*** Opening Available data ***

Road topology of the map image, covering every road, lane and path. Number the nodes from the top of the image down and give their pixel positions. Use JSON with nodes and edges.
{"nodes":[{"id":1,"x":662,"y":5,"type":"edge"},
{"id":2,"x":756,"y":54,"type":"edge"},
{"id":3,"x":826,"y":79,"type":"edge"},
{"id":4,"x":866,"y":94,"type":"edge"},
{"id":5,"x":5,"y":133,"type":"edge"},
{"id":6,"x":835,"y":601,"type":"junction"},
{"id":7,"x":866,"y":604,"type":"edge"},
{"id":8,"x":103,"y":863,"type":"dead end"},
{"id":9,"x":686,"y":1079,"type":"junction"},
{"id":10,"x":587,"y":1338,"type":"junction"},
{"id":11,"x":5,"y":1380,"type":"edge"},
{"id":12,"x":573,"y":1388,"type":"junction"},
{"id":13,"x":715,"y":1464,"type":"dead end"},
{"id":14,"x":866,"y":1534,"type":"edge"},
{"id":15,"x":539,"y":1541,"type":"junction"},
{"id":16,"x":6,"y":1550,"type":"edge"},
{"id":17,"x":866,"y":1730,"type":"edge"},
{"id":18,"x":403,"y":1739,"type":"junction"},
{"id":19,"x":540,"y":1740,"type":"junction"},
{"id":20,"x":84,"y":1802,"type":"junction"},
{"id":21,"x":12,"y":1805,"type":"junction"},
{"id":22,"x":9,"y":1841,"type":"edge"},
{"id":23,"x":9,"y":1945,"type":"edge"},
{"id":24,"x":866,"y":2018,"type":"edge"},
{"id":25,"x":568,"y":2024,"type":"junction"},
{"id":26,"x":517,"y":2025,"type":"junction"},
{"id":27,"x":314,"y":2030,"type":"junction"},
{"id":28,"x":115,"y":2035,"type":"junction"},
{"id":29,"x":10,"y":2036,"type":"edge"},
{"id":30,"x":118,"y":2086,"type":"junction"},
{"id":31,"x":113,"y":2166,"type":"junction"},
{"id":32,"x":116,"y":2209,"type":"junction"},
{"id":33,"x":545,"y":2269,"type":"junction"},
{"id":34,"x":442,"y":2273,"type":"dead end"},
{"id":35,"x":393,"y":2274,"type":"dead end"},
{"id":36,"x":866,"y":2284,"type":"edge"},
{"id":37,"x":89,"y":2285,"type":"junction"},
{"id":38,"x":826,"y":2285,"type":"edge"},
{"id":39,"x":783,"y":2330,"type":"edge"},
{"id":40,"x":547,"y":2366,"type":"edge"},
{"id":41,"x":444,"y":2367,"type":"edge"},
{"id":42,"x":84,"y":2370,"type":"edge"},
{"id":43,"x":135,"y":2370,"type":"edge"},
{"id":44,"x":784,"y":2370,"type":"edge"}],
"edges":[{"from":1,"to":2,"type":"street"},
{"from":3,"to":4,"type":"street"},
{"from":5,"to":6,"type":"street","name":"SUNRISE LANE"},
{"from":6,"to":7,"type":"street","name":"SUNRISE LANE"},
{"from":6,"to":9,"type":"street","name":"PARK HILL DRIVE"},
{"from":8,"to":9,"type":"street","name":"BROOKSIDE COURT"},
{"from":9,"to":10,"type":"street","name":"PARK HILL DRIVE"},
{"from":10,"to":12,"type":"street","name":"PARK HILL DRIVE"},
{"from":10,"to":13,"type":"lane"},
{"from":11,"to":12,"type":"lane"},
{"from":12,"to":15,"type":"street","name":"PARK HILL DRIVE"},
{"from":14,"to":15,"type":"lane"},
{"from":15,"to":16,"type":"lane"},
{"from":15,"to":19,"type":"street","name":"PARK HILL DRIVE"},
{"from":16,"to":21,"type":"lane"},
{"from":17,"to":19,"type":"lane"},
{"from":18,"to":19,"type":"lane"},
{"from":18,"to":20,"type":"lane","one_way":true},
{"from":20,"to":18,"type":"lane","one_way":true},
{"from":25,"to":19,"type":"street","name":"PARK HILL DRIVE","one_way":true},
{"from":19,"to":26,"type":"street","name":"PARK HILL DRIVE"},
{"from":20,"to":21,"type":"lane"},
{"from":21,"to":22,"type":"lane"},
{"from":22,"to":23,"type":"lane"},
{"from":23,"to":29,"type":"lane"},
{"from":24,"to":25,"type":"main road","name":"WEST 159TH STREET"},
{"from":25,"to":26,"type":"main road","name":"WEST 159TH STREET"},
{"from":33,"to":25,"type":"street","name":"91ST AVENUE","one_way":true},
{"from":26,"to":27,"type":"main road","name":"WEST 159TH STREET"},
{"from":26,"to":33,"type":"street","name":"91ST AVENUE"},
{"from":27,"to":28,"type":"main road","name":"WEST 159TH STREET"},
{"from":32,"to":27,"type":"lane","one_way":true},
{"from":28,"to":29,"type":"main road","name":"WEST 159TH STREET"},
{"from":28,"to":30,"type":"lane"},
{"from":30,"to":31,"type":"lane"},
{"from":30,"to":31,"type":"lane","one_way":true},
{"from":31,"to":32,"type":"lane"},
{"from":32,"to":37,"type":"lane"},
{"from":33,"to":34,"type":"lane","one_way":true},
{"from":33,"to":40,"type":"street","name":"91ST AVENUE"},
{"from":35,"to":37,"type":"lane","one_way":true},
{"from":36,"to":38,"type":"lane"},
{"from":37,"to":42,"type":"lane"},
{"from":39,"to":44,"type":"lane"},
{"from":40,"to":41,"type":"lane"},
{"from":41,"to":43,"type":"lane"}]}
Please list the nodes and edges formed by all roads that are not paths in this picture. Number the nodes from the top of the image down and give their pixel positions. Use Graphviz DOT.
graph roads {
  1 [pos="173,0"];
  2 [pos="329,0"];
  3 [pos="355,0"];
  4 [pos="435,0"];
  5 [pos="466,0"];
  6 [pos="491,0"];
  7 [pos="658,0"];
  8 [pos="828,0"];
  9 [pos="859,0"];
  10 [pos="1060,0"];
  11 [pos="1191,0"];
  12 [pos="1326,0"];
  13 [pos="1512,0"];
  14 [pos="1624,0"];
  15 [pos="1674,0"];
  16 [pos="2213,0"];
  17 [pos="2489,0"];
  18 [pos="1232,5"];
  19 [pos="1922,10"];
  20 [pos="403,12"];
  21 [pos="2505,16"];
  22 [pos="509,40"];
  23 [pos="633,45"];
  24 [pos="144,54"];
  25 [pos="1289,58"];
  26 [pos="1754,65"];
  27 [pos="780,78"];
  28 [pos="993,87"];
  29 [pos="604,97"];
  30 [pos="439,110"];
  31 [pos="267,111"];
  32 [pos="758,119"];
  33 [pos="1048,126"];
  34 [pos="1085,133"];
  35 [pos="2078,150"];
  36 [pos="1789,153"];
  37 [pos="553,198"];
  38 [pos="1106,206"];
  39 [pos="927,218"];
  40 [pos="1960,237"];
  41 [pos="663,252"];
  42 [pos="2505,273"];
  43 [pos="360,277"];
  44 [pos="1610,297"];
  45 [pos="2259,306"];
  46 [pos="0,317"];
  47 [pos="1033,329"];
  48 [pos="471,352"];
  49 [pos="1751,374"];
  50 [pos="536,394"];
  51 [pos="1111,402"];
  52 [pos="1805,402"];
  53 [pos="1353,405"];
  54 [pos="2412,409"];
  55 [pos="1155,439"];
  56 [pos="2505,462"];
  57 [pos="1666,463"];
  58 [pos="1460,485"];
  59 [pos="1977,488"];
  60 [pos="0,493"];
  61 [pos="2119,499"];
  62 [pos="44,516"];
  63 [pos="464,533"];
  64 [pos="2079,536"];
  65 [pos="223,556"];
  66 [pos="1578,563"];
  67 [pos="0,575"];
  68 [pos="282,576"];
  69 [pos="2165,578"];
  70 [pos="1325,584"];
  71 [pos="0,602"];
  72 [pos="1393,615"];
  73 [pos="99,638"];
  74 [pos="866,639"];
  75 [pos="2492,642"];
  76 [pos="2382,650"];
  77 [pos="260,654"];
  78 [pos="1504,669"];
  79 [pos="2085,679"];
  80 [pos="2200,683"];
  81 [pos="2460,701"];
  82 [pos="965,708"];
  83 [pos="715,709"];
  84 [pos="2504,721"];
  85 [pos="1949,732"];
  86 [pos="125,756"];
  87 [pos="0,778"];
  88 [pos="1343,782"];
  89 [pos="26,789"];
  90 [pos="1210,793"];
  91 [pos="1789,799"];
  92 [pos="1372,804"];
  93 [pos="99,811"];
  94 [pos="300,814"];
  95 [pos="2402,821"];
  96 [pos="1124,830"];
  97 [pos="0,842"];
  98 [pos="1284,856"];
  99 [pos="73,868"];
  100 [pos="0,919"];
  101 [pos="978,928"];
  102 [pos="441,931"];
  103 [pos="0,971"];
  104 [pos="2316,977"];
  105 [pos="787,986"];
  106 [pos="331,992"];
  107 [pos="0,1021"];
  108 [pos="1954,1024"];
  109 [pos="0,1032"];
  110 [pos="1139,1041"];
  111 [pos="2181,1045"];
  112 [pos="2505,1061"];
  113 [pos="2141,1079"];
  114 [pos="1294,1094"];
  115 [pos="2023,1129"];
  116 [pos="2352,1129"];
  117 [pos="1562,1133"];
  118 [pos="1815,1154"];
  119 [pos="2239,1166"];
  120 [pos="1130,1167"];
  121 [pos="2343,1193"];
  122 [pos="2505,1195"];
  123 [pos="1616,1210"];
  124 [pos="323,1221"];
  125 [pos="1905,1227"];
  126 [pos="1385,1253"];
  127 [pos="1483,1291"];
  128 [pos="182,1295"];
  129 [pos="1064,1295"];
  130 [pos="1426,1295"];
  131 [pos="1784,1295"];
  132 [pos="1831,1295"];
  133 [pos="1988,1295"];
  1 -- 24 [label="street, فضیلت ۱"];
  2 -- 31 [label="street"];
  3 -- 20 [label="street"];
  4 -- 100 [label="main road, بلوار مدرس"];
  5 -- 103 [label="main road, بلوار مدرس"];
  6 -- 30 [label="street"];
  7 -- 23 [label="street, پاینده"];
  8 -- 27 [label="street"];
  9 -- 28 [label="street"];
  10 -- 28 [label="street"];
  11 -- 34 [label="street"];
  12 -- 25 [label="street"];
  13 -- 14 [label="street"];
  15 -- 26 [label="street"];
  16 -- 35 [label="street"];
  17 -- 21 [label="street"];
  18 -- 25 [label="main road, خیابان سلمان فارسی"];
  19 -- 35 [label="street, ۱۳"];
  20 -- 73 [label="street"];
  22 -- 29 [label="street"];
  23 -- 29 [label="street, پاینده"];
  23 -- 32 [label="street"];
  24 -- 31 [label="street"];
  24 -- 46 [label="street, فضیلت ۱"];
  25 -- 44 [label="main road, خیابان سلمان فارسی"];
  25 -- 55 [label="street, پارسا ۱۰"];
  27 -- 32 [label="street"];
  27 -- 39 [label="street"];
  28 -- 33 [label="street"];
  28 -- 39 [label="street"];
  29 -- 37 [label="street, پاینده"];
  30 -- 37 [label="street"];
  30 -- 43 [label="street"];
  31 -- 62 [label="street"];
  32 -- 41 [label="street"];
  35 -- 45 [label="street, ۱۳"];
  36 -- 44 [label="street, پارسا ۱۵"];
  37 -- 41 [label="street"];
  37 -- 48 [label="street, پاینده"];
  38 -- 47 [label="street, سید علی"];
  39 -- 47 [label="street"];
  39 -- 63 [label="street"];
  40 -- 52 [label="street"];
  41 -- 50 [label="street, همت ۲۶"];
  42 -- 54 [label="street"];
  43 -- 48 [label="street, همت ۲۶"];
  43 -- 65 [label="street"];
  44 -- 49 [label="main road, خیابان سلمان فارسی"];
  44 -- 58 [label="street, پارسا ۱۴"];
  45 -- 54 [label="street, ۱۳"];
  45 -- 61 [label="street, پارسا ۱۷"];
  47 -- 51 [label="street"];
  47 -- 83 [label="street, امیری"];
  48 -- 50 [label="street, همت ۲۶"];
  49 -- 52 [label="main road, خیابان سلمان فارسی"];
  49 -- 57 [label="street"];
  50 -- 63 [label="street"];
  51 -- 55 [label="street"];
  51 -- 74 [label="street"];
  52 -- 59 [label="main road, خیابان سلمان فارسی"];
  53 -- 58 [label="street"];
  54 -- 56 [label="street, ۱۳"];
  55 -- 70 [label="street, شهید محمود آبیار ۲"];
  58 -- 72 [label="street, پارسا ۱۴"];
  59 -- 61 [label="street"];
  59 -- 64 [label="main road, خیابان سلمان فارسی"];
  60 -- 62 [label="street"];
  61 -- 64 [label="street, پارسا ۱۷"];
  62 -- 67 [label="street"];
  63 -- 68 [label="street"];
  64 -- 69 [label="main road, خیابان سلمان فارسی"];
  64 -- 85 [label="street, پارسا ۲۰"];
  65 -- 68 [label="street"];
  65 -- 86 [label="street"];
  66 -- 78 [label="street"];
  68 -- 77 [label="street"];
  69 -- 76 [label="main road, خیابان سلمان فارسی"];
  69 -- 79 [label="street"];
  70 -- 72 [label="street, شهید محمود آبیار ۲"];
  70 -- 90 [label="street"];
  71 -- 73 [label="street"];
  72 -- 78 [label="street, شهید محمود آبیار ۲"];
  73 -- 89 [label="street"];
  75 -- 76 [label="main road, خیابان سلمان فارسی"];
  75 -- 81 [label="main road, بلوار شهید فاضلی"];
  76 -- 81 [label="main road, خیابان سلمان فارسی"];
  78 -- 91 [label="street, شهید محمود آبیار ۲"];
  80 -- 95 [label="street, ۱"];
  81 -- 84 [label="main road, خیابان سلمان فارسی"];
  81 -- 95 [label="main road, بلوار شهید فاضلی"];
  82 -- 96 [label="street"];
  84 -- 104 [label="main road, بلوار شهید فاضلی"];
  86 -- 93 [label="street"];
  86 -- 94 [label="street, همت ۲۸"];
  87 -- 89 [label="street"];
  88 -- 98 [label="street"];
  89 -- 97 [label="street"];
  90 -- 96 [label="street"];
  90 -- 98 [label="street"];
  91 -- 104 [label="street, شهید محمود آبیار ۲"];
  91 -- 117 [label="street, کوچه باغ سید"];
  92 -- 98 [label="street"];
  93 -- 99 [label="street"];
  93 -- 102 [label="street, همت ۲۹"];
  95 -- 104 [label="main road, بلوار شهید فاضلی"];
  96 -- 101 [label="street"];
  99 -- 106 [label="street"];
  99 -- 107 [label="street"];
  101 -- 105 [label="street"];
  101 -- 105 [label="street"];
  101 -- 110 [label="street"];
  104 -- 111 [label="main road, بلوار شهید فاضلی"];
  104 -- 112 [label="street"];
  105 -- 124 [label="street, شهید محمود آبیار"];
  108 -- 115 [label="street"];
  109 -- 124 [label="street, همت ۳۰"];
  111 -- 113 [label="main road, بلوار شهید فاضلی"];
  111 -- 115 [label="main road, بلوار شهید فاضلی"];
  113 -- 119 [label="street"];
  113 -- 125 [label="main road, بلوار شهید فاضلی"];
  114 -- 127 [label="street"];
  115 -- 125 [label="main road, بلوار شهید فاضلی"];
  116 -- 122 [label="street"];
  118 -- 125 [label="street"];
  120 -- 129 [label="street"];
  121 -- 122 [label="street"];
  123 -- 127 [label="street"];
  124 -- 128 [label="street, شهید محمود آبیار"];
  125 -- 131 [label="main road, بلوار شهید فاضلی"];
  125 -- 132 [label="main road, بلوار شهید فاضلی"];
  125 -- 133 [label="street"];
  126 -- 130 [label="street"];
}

*** Closing Available data ***

◆ Task statement ◆
Whenever a line includes the word "پارسا", pull it out of the entries.

◆ Solution ◆
  25 -- 55 [label="street, پارسا ۱۰"];
  36 -- 44 [label="street, پارسا ۱۵"];
  44 -- 58 [label="street, پارسا ۱۴"];
  45 -- 61 [label="street, پارسا ۱۷"];
  58 -- 72 [label="street, پارسا ۱۴"];
  61 -- 64 [label="street, پارسا ۱۷"];
  64 -- 85 [label="street, پارسا ۲۰"];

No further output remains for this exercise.